As part of a first order differential equation I need to find \frac{d}{dt}(mv)
where v=\frac{dy}{dt}

Homework Equations

Product Rule.

The Attempt at a Solution

\frac{d}{dt}(m\frac{dy}{dt}) = m*\frac{d}{dt}\frac{dy}{dt} + \frac{dm}{dt}\frac{dy}{dt} = ??

I know I shouldn't have to deal with a second derivative, at least in this equation. Is there a way to simplify the equation first that I'm not seeing?

 

[Dick]

Why do you think there's no second derivative? There is and you did it correctly. The second derivative would be the acceleration. If m*v represents a momentum you can often take the mass m to be constant. That would simplify it.

 

[bitrex]

Well, the equation I'm dealing with in full is \frac{d}{dt}(mv) = {mg }, where m is a function 4/3{\pi}kt^3. Ahh, I see how to set the equation up.
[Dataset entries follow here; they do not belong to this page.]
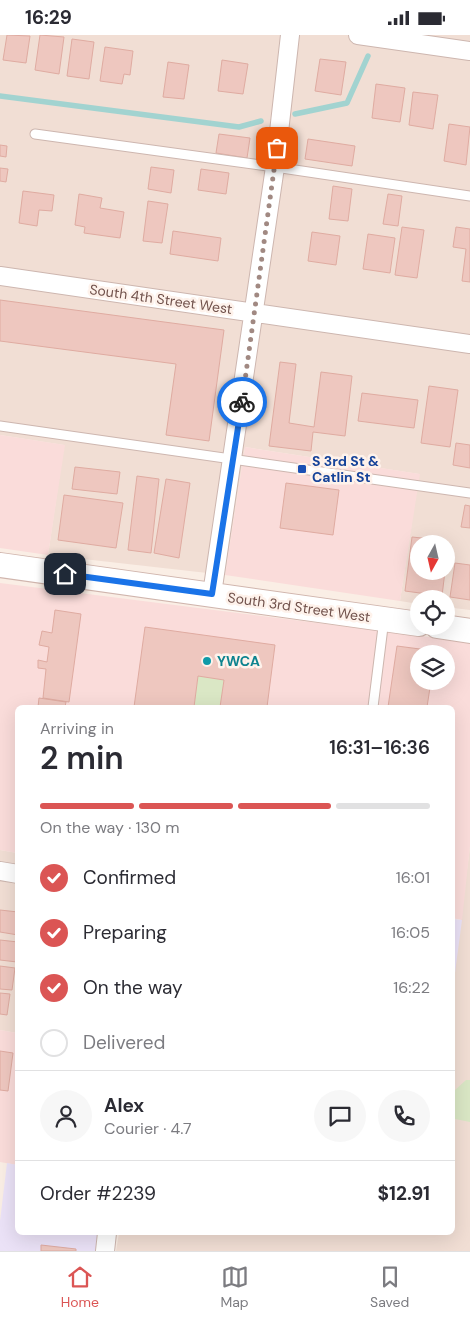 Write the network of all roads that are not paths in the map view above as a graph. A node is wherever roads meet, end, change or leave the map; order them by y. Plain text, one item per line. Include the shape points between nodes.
1 (290, 35) edge
2 (358, 35) edge
3 (470, 51) edge
4 (35, 135) dead end
5 (275, 167) junction
6 (470, 196) edge
7 (0, 276) edge
8 (255, 312) junction
9 (470, 344) edge
10 (0, 426) edge
11 (233, 459) junction
12 (470, 493) edge
13 (0, 565) edge
14 (212, 594) junction
15 (384, 619) junction
16 (410, 623) edge
17 (455, 629) edge
18 (470, 631) edge
19 (373, 705) edge
20 (0, 871) edge
21 (15, 873) edge
22 (108, 1235) edge
23 (105, 1251) edge

1 - 5 street
2 - 3 street
4 - 5 lane
5 - 6 lane
5 - 8 street
7 - 8 street, South 4th Street West
8 - 9 street, South 4th Street West
8 - 11 street
10 - 11 lane
11 - 12 lane
11 - 14 street
13 - 14 main road, South 3rd Street West
14 - 15 main road, South 3rd Street West
15 - 16 main road, South 3rd Street West
15 - 19 lane
17 - 18 main road
20 - 21 street
22 - 23 street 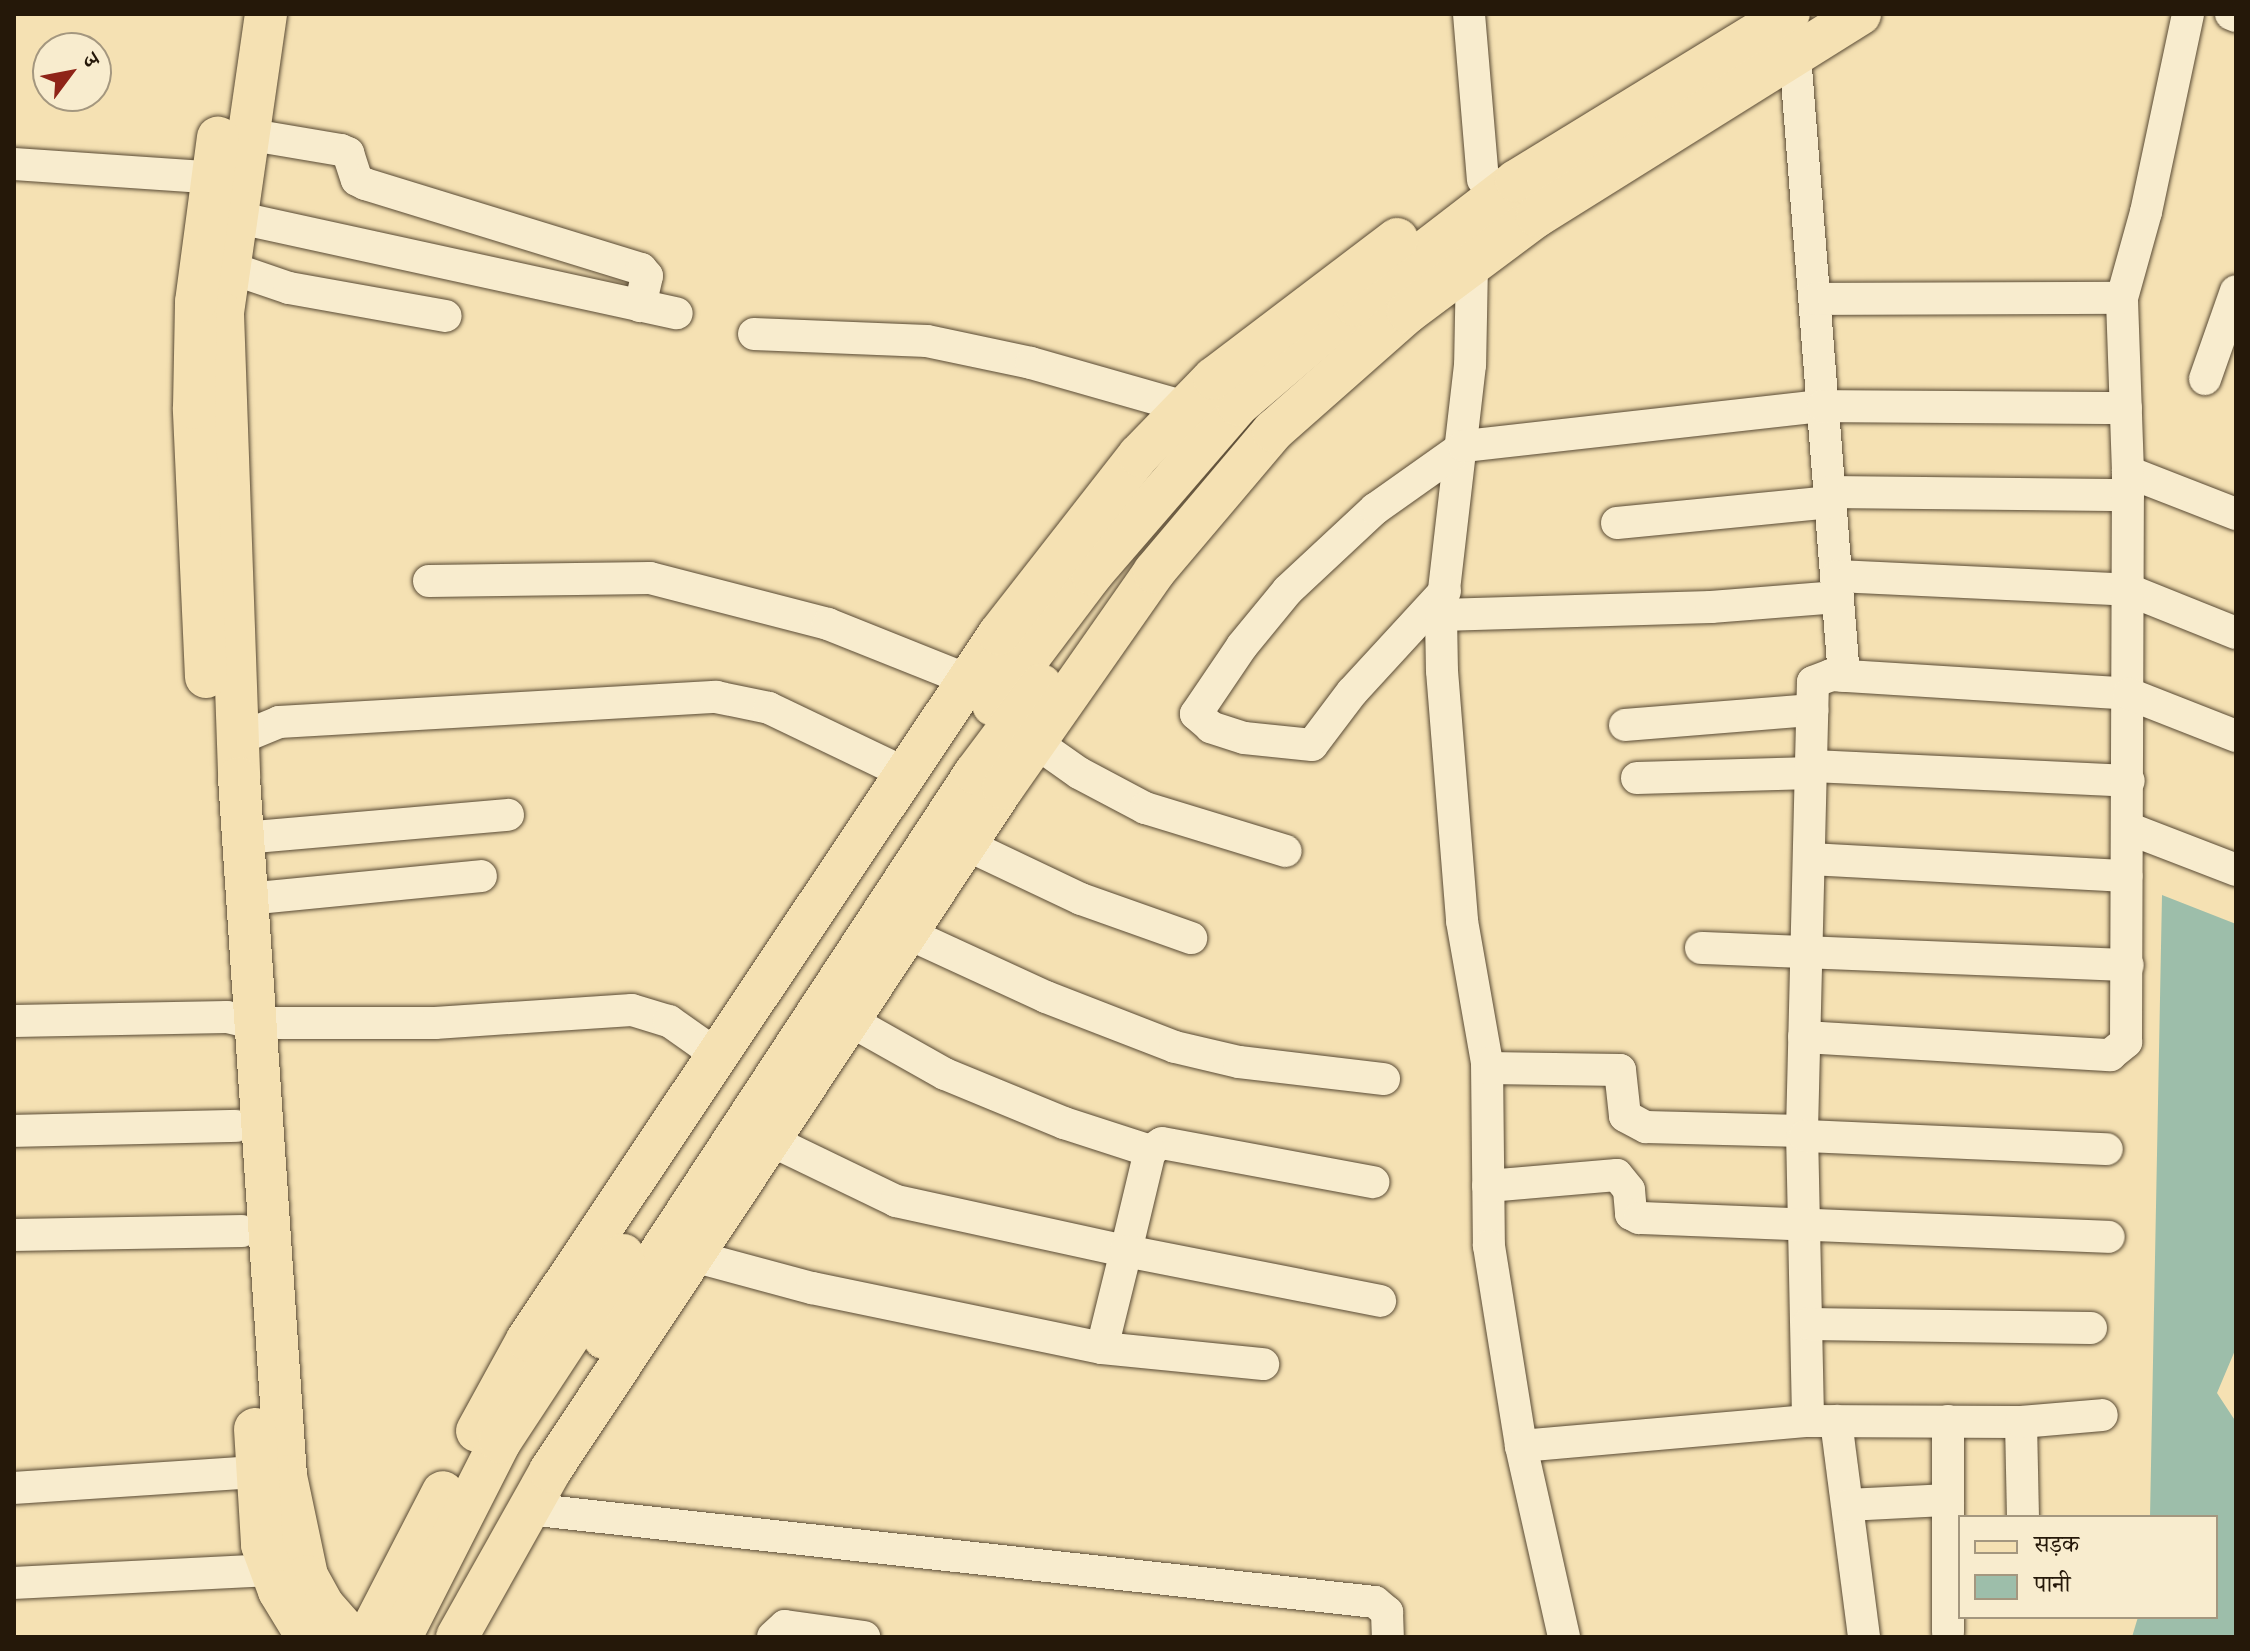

After I get m\frac{d^2y}{d^2t} + \frac{dm}{dt}\frac{dy}{dt} I substitute \frac{dv}{dt} for \frac{d^2y}{d^2t} and v for \frac{dy}{dt}. I then solve the differential equation for v(t) with initial condition v(0) = 0. I have to prove that in this case \frac{d^2y}{d^2t} is proportional to \frac{g}{4}, so once I know velocity I can differentiate the function to get acceleration and see if that works out. I think I can do this now - I just needed my brain jogged a bit. Thanks!